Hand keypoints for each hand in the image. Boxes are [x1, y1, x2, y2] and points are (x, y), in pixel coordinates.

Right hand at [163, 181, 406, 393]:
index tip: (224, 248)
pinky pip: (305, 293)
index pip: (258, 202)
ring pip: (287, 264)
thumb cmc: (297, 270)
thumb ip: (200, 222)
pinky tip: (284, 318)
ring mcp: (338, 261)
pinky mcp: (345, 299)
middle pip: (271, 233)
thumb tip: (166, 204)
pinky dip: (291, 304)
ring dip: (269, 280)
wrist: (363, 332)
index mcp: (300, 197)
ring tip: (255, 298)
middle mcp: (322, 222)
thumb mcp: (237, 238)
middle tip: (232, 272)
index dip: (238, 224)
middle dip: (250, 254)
-------------------------
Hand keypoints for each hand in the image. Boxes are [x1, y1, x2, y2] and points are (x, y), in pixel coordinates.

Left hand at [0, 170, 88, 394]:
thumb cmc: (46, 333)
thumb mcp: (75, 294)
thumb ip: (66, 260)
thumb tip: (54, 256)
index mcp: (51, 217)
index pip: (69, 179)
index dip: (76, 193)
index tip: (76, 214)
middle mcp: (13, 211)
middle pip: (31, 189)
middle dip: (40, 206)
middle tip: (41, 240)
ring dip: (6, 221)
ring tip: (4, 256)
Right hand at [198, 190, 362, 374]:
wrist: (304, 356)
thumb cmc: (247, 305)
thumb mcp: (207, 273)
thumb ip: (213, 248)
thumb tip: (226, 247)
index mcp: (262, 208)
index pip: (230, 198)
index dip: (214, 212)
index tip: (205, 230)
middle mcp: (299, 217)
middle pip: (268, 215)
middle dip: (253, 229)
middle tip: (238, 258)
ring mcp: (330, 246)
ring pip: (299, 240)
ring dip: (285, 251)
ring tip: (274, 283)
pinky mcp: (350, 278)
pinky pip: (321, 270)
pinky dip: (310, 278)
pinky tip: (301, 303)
-------------------------
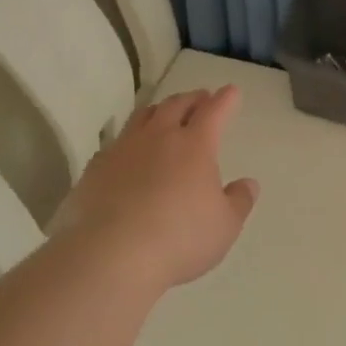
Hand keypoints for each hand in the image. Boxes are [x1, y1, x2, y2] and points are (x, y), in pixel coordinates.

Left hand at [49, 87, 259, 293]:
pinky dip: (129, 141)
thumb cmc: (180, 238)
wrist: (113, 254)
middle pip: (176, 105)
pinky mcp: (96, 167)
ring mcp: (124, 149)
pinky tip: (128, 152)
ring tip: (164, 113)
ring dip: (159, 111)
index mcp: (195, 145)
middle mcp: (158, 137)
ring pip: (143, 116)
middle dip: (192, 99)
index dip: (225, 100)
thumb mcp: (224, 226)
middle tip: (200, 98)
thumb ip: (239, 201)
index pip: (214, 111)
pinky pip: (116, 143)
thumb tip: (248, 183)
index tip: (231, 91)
-------------------------
- **PROBLEM TO SOLVE**:
Reproduce verbatim only the segment of the listing bounded by the line containing "index dip: (214, 212)" and the line containing "pinky tip: (301, 303)", with both boundary lines included.

- **RESPONSE AREA**:
index dip: (214, 212)
index tip: (205, 230)
middle mcp: (299, 217)
middle pip: (268, 215)
middle dip: (253, 229)
middle tip: (238, 258)
ring mcp: (330, 246)
ring pip: (299, 240)
ring dip: (285, 251)
ring tip: (274, 283)
pinky mcp: (350, 278)
pinky pip: (321, 270)
pinky dip: (310, 278)
pinky tip: (301, 303)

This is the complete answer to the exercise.